- **Recorded data**:
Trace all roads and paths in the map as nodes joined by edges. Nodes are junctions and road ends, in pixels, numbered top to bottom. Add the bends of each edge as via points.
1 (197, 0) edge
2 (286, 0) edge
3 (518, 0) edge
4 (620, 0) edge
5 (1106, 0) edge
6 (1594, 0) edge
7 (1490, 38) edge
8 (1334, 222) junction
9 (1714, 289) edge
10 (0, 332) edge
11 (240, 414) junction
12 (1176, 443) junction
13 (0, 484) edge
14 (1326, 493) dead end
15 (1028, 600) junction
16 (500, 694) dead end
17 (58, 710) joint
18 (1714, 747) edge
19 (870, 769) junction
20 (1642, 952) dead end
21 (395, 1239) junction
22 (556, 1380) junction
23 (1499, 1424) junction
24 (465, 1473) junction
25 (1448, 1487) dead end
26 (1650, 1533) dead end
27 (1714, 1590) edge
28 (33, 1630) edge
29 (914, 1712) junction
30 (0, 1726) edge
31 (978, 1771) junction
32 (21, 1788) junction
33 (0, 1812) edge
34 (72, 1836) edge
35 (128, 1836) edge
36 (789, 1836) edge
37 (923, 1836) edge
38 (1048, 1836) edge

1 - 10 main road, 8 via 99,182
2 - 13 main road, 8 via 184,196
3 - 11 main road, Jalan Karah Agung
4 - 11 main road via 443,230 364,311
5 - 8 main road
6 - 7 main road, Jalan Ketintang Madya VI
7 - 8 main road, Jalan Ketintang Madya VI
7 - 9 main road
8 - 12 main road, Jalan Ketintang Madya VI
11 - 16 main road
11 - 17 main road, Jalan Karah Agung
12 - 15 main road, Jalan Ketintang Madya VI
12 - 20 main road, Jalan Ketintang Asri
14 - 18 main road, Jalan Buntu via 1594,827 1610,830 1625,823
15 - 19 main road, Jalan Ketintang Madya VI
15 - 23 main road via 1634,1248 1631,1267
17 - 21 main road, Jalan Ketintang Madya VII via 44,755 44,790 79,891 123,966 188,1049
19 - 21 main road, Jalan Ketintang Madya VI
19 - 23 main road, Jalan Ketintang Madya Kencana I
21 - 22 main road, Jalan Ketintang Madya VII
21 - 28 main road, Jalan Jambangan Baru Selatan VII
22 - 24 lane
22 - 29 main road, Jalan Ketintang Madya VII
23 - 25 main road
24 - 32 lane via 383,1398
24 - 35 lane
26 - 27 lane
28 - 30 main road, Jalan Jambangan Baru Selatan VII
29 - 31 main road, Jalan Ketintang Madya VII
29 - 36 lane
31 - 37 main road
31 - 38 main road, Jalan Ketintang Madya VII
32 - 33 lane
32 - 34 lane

- **Task statement**:
Every single record is to be set down again, unaltered.

- **The completed task**:
Trace all roads and paths in the map as nodes joined by edges. Nodes are junctions and road ends, in pixels, numbered top to bottom. Add the bends of each edge as via points.
1 (197, 0) edge
2 (286, 0) edge
3 (518, 0) edge
4 (620, 0) edge
5 (1106, 0) edge
6 (1594, 0) edge
7 (1490, 38) edge
8 (1334, 222) junction
9 (1714, 289) edge
10 (0, 332) edge
11 (240, 414) junction
12 (1176, 443) junction
13 (0, 484) edge
14 (1326, 493) dead end
15 (1028, 600) junction
16 (500, 694) dead end
17 (58, 710) joint
18 (1714, 747) edge
19 (870, 769) junction
20 (1642, 952) dead end
21 (395, 1239) junction
22 (556, 1380) junction
23 (1499, 1424) junction
24 (465, 1473) junction
25 (1448, 1487) dead end
26 (1650, 1533) dead end
27 (1714, 1590) edge
28 (33, 1630) edge
29 (914, 1712) junction
30 (0, 1726) edge
31 (978, 1771) junction
32 (21, 1788) junction
33 (0, 1812) edge
34 (72, 1836) edge
35 (128, 1836) edge
36 (789, 1836) edge
37 (923, 1836) edge
38 (1048, 1836) edge

1 - 10 main road, 8 via 99,182
2 - 13 main road, 8 via 184,196
3 - 11 main road, Jalan Karah Agung
4 - 11 main road via 443,230 364,311
5 - 8 main road
6 - 7 main road, Jalan Ketintang Madya VI
7 - 8 main road, Jalan Ketintang Madya VI
7 - 9 main road
8 - 12 main road, Jalan Ketintang Madya VI
11 - 16 main road
11 - 17 main road, Jalan Karah Agung
12 - 15 main road, Jalan Ketintang Madya VI
12 - 20 main road, Jalan Ketintang Asri
14 - 18 main road, Jalan Buntu via 1594,827 1610,830 1625,823
15 - 19 main road, Jalan Ketintang Madya VI
15 - 23 main road via 1634,1248 1631,1267
17 - 21 main road, Jalan Ketintang Madya VII via 44,755 44,790 79,891 123,966 188,1049
19 - 21 main road, Jalan Ketintang Madya VI
19 - 23 main road, Jalan Ketintang Madya Kencana I
21 - 22 main road, Jalan Ketintang Madya VII
21 - 28 main road, Jalan Jambangan Baru Selatan VII
22 - 24 lane
22 - 29 main road, Jalan Ketintang Madya VII
23 - 25 main road
24 - 32 lane via 383,1398
24 - 35 lane
26 - 27 lane
28 - 30 main road, Jalan Jambangan Baru Selatan VII
29 - 31 main road, Jalan Ketintang Madya VII
29 - 36 lane
31 - 37 main road
31 - 38 main road, Jalan Ketintang Madya VII
32 - 33 lane
32 - 34 lane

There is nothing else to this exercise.